Search the material below for the word "index". Copy every line where it is found.

=-=-=

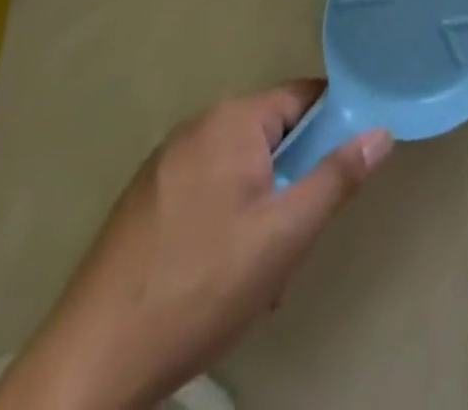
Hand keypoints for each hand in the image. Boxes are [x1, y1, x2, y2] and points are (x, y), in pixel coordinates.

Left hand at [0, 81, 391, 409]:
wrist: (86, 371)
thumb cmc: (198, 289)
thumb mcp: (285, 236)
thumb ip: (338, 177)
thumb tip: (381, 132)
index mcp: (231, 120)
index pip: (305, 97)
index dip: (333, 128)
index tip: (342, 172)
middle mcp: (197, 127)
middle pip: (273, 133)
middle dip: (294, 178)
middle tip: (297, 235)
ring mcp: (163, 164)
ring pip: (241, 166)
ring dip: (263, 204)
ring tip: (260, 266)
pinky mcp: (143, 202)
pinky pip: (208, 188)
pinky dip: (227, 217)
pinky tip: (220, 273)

=-=-=

ANSWER TO THE EXERCISE:
index mcp: (231, 120)
index pip: (305, 97)
index dip: (333, 128)
index tip: (342, 172)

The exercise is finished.